Oh how I wish this was not the case . I spent years numbing my emotions. Not consciously but it was often what I was doing.

Numbing my stress with a few glasses of wine at night. Numbing my loneliness and unworthiness by working to hard. Numbing my fear and anger with sugar or as Brene so wonderfully says ‘with banana nut muffins’. And there are many other ways it can be done too – shopping, over-excercising as a form of running from myself, social media, people pleasing, care-taking others, control, perfectionism, caffeine, TV as a way of avoiding reality. The list goes on

And at some point, many years ago now, I learnt the hard lesson that this quote points to. I found myself feeling pretty depressed, flat, busy and unhappy with life. Depression can often be repressed anger and, my busyness was trying to cover up my anxiety. But in trying to numb these emotions, not sit with them, allow them, accept them, work with them, I also found myself unable to feel real joy, connection, love, gratitude, peace.

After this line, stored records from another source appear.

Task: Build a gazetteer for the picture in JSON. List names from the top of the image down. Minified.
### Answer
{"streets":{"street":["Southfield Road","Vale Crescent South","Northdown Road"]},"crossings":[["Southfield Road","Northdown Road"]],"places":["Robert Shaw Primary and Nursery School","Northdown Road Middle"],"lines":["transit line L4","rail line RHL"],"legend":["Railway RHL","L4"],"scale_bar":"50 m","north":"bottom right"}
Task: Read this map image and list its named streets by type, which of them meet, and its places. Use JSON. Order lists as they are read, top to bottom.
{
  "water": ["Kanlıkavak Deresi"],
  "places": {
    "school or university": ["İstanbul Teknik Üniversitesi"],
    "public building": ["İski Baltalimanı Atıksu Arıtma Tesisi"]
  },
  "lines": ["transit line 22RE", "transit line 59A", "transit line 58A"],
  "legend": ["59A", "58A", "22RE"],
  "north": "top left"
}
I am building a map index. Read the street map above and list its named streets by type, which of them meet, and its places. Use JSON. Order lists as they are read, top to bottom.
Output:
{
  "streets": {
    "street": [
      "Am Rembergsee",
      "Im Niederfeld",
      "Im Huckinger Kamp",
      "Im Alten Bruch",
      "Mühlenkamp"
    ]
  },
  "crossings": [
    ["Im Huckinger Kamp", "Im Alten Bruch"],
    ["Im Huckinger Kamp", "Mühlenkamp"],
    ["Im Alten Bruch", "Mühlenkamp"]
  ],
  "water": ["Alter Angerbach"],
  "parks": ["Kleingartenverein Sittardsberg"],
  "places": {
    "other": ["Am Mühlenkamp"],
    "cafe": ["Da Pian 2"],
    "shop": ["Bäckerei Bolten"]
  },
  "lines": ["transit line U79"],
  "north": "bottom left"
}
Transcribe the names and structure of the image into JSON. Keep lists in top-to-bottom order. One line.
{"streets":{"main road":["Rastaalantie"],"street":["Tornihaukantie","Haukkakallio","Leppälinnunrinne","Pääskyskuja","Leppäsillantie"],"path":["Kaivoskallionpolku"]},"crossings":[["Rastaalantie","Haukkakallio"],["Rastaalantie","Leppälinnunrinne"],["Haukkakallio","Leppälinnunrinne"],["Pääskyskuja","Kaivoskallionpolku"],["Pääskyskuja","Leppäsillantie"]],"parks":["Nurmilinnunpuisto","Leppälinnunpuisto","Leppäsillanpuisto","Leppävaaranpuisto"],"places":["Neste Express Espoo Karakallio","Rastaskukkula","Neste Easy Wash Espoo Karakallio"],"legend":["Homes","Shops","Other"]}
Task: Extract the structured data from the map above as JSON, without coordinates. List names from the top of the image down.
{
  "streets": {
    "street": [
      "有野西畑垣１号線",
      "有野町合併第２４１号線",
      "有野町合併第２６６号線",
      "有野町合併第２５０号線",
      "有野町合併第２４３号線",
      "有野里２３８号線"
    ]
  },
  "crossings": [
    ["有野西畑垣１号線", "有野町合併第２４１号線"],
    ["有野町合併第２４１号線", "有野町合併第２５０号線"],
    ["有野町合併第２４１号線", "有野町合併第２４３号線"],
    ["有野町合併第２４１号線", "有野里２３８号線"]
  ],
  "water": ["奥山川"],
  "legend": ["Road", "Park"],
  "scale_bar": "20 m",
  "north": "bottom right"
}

As I have gone on my compassionate self-awareness journey and come face to face with my past and present, with my fears, anger and pain, with who I am and with who I am not, in fact the deeper I have gone, the more deep hurt I have acknowledge within myself, the more joy, love, connection, self-respect, inner freedom and self compassion I have also learnt to hold.

It may not be an easy journey, feeling painful emotions, but it is a journey that has brought me more fully into relationship with myself and with life. It is a journey full of richness, authenticity and meaning. A journey of learning to feel everything there is to feel as part of being human, as part of being alive. A journey which today I feel very grateful for (even when it hurts!).